**Stored data:**
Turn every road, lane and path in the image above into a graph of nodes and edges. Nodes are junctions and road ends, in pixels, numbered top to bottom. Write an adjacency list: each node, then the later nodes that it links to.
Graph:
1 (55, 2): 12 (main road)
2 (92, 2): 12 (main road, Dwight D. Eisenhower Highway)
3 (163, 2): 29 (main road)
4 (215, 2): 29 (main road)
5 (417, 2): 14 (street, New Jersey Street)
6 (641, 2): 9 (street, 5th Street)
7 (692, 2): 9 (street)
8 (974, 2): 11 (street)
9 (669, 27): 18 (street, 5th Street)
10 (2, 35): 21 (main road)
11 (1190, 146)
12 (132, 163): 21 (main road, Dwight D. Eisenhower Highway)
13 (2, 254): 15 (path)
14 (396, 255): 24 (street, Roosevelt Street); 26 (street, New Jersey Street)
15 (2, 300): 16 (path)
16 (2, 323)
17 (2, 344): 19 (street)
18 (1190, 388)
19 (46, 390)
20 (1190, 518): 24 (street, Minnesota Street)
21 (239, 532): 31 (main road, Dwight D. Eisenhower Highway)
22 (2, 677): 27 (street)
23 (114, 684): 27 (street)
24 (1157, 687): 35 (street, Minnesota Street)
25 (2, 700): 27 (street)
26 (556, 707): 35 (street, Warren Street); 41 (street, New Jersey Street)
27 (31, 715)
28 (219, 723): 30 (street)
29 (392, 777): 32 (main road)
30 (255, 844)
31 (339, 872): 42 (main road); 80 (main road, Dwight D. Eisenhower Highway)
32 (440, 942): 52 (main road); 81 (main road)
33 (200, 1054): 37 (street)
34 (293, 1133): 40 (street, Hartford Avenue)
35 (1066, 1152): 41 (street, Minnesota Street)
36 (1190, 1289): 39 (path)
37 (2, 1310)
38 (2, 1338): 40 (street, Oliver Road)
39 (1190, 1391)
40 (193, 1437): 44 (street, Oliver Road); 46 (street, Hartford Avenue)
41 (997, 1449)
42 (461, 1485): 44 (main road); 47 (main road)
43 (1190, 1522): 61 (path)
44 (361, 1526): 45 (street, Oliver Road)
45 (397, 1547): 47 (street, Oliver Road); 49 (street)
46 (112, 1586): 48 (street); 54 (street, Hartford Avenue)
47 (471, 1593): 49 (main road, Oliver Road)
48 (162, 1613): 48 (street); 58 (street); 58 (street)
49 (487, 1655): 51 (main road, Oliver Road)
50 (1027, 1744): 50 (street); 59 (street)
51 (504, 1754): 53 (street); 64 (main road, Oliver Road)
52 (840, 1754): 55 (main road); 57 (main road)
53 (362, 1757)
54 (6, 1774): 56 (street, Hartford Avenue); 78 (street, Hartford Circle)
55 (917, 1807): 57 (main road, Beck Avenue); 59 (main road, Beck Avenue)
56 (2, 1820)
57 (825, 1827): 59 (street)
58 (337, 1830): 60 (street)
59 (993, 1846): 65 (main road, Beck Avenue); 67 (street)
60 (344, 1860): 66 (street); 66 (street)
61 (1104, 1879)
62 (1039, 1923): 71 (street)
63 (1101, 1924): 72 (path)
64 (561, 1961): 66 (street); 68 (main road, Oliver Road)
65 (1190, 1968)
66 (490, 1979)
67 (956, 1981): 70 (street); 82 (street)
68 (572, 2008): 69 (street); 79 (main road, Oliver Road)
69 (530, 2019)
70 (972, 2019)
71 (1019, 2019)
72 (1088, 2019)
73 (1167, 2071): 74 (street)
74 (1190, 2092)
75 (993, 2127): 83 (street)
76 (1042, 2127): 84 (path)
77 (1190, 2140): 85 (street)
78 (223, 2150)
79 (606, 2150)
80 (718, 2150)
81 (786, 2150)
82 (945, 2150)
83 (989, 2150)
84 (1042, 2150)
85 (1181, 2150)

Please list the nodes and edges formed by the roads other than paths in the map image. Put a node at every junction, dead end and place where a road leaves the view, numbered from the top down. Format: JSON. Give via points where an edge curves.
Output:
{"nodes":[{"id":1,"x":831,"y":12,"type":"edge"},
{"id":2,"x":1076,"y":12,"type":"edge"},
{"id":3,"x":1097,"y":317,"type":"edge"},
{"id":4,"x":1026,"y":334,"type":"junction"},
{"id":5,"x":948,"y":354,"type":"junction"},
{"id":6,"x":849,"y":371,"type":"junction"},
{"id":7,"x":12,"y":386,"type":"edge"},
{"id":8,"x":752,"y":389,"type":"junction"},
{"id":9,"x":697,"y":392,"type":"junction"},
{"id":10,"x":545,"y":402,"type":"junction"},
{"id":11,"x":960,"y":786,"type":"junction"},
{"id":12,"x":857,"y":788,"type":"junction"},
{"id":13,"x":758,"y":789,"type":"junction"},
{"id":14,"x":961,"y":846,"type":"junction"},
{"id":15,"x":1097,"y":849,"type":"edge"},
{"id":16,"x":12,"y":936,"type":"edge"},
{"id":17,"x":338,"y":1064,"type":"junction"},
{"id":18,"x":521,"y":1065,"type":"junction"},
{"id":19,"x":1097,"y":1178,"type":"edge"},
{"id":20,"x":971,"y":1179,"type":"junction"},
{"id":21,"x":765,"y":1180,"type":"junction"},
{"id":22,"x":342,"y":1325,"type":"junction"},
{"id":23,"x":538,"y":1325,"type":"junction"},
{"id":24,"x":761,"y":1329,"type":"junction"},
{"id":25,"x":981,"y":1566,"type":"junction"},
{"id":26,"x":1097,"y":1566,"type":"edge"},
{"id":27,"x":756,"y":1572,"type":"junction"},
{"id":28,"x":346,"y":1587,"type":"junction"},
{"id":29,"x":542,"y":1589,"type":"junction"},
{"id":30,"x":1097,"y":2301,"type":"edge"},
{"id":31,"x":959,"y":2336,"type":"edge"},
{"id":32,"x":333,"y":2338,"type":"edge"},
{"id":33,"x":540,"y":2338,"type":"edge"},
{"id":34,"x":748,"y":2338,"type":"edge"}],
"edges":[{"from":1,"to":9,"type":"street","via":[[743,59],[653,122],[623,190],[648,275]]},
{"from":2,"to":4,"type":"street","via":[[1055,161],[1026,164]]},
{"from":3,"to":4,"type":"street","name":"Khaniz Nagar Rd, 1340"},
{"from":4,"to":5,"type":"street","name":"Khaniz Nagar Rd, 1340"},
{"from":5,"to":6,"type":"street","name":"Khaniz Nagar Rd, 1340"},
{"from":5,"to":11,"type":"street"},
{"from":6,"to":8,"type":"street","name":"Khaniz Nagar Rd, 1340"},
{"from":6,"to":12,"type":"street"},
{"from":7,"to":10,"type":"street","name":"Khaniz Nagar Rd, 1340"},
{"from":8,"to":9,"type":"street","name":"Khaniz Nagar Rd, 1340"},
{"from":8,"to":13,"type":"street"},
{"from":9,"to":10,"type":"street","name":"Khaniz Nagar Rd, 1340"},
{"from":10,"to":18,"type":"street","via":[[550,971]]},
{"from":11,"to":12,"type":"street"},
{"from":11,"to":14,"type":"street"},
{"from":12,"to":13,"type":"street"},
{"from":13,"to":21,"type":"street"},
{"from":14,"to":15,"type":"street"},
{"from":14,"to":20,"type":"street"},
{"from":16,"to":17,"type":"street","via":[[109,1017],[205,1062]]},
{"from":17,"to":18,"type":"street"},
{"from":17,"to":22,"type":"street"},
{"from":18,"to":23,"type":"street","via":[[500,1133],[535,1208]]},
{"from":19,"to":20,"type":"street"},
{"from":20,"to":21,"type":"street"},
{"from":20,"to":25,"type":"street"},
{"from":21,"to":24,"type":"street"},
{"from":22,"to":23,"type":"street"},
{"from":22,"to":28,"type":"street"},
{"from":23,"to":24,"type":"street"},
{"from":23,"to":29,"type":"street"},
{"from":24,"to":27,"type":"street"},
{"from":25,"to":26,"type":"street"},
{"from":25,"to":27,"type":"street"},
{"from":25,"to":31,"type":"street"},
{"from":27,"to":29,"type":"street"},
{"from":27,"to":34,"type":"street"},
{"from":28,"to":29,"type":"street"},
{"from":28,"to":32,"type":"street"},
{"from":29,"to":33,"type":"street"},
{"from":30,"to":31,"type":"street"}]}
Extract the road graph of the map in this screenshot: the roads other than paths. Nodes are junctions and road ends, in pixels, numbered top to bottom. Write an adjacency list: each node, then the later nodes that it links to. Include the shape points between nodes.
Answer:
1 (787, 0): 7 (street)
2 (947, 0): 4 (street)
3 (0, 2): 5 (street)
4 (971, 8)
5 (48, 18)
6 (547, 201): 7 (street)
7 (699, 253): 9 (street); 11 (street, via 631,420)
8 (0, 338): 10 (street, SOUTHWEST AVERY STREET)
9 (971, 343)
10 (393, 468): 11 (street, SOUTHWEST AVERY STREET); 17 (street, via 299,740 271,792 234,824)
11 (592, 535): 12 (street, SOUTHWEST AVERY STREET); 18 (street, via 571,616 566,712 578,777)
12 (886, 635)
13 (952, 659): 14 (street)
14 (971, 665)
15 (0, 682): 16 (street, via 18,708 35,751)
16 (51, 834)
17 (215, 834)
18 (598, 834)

**WHAT NEEDS TO BE DONE:** Would you copy every line of the entries in which "Eisenhower" appears?

**RESULT OF THIS TASK:**
2 (92, 2): 12 (main road, Dwight D. Eisenhower Highway)
12 (132, 163): 21 (main road, Dwight D. Eisenhower Highway)
21 (239, 532): 31 (main road, Dwight D. Eisenhower Highway)
31 (339, 872): 42 (main road); 80 (main road, Dwight D. Eisenhower Highway)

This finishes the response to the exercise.